Der Hubmotor leistet normal 30 PS bei 500 Umdrehungen. Die Wellen der Vorgelege und
der Trommel sind in zwei gusseisernen Schilden gelagert. Sämtliche Lager haben
abnehmbare Deckel und bis auf diejenigen der Trommelwelle Rotgusschalen. Das
Motorvorgelege läuft in einem Oelkasten. Auf die Trommel können 15 m Seil
aufgewickelt werden.
Das Drahtseil hat einen Durchmesser von 21 mm; seine Bruchlast ist zu 30000 kg
angegeben; also sechsfache Sicherheit.
Als Haltebremse dient eine doppelseitige Keilnutenbackenbremse, deren Scheibe von 500
mm Durchmesser auf der ersten Vorgelegewelle befestigt ist (Fig. 44, 46 und 47). Das
Bremsgewicht g sucht die Bremse stets festzuziehen.
Fig.
44 zeigt, dass die beiden Bremsbackenhebel durch Lenkstangen mit dem
kleinen doppelarmigen Hebel h verbunden sind. Dieser
ist auf einer Welle befestigt, die in den Schilden gelagert ist, und auf deren
anderem Ende ein Hebel i gekeilt ist, der von dem
Elektromagneten betätigt wird.
Um eine zu schroffe Bremswirkung zu verhindern, wird das Bremsgewicht durch einen
Luftpuffer C abgefangen. Zum Regeln der
Senkgeschwindigkeit wird die Bremse von Hand gelüftet. Zu diesem Zweck ist an dem
Bremsgewicht ein Seil befestigt, das über die Leitrollen K geführt an dem Handhebel l (Fig. 44 und
47) angreift. Die Lage dieses Hebels ist eine
derartige, dass der Führer diesen und zugleich die Kurbel des Schwenkkontrollers
betätigen kann.
Beim Senken mit der Bremse läuft der Anker des Motors stromlos mit, Es ist dies
dieselbe Anordnung, wie sie von der Benrather
Maschinenfabrik bei ihren Drehkranen ausgeführt wird, nur in anderer
konstruktiver Ausbildung.
Für das Schwenken und Fahren ist nur ein Motor vorhanden. Dieser leistet normal 12 PS bei 575
Umdrehungen.
Auf der Vorgelegewelle laufen lose ein Kegelrad m und
ein Trieb n, deren Naben als Kupplungsscheiben
ausgebildet sind (Fig. 45).
Der Reibkegel o ist mittels Feder und Nut auf der
Vorgelegewelle befestigt; er kann durch das Handrad A
und Hebelübersetzung achsial auf ihr verschoben werden.
Beim Schwenken ist das Trieb n durch den Reibkegel mit der Vorgelegewelle gekuppelt.
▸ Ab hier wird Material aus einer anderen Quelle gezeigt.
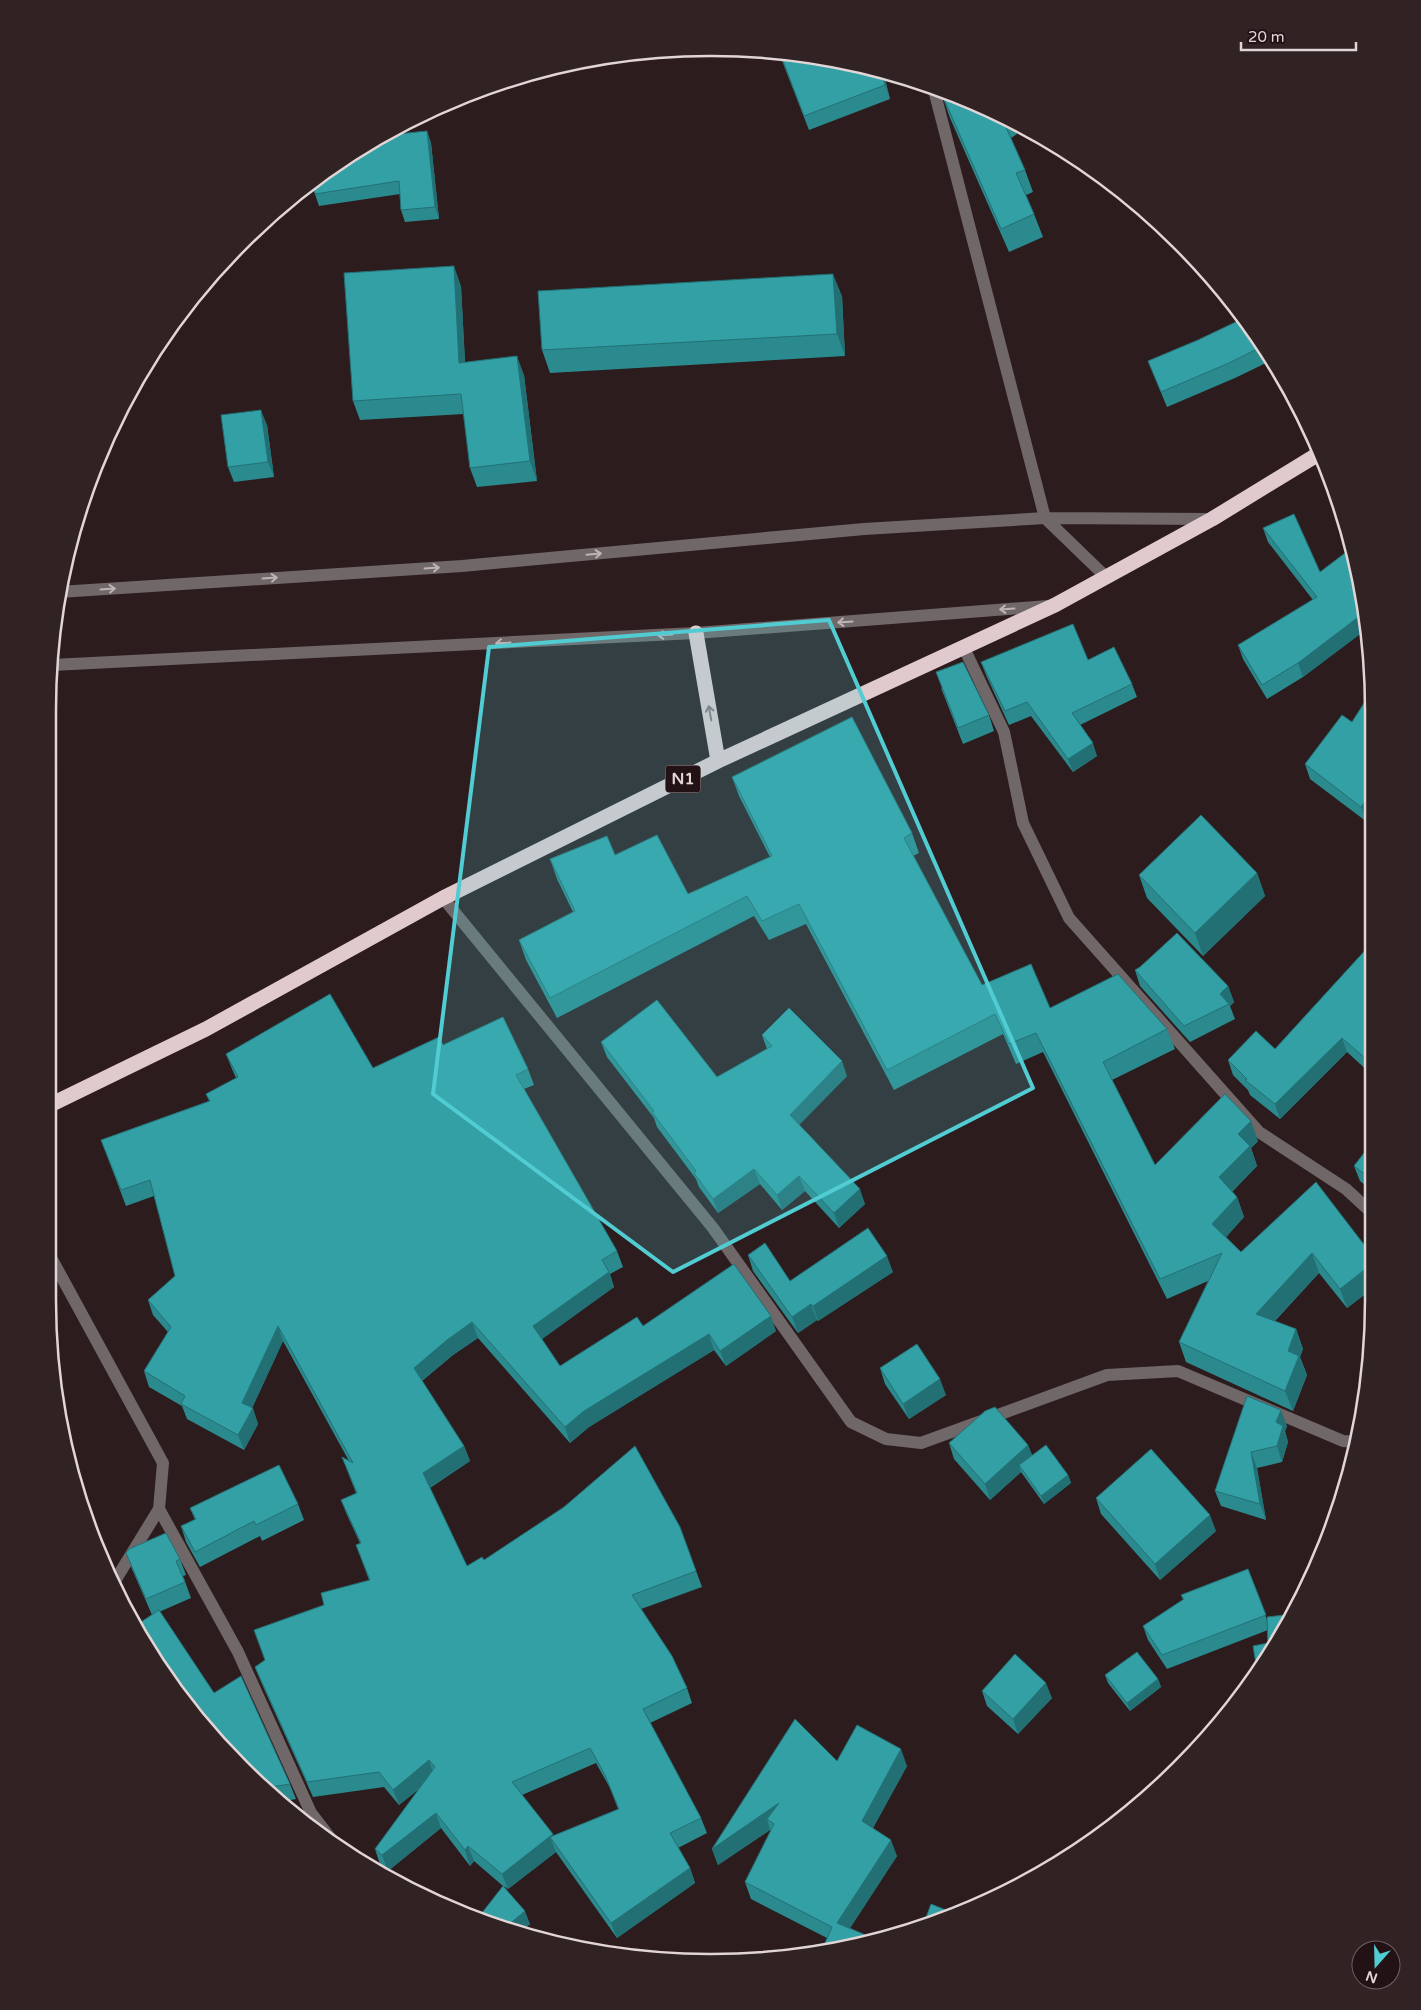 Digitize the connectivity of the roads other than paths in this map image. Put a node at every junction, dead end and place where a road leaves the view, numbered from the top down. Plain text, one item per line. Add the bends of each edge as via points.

Der Motor treibt
dann mittels zweier Stirnrädervorgelege und eines Kegelräderpaares die Welle q an, deren Bewegung wiederum durch zwei
Kegelräderpaare auf die senkrechte Welle r und damit
auf das Trieb s übertragen wird, das mit dem festen
Zahnkranz kämmt.
Beim Fahren ist das Kegelrad m durch den Reibkegel mit der Vorgelegewelle gekuppelt. Von dieser wird
eine im hohlen Königszapfen gelagerte senkrechte Welle angetrieben, die ihre
Bewegung durch konische Räder auf eine unter dem Wagenkasten gelagerte wagerechte
Welle und von dieser auf die beiden Triebachsen überträgt. –
Die Hubwinde, sowie Schwenk- und Fahrtriebwerk sind auf einem gusseisernen Rahmen
montiert.
Für jeden Motor ist ein Kontroller vorhanden. Ausserdem befindet sich im Führerhaus
noch ein Schaltbrett mit den elektrischen Messinstrumenten und den Sicherungen.
Die Stabilität des Kranes ist noch bei einer Nutzlast von 15 t gesichert.
Auch dieser Kran macht, wie der Laufkran derselben Firma, einen recht guten äusseren
Eindruck. Die Triebwerke zeigen eine zweckmässige, gedrängte Anordnung.
Anlauf und Stoppen vollzog sich bei Leergang in stossfreier, befriedigender
Weise.
Die Anordnung eines Druckrollenkranzes ist in Deutschland nicht beliebt wegen der
ungleichmässigen Belastung der einzelnen Rollen; man zieht bei uns Laufräder vor,
auf welche die Belastung gleichmässig übertragen werden kann; allerdings ist hier
der Zapfenreibungswiderstand bedeutend grösser als dort.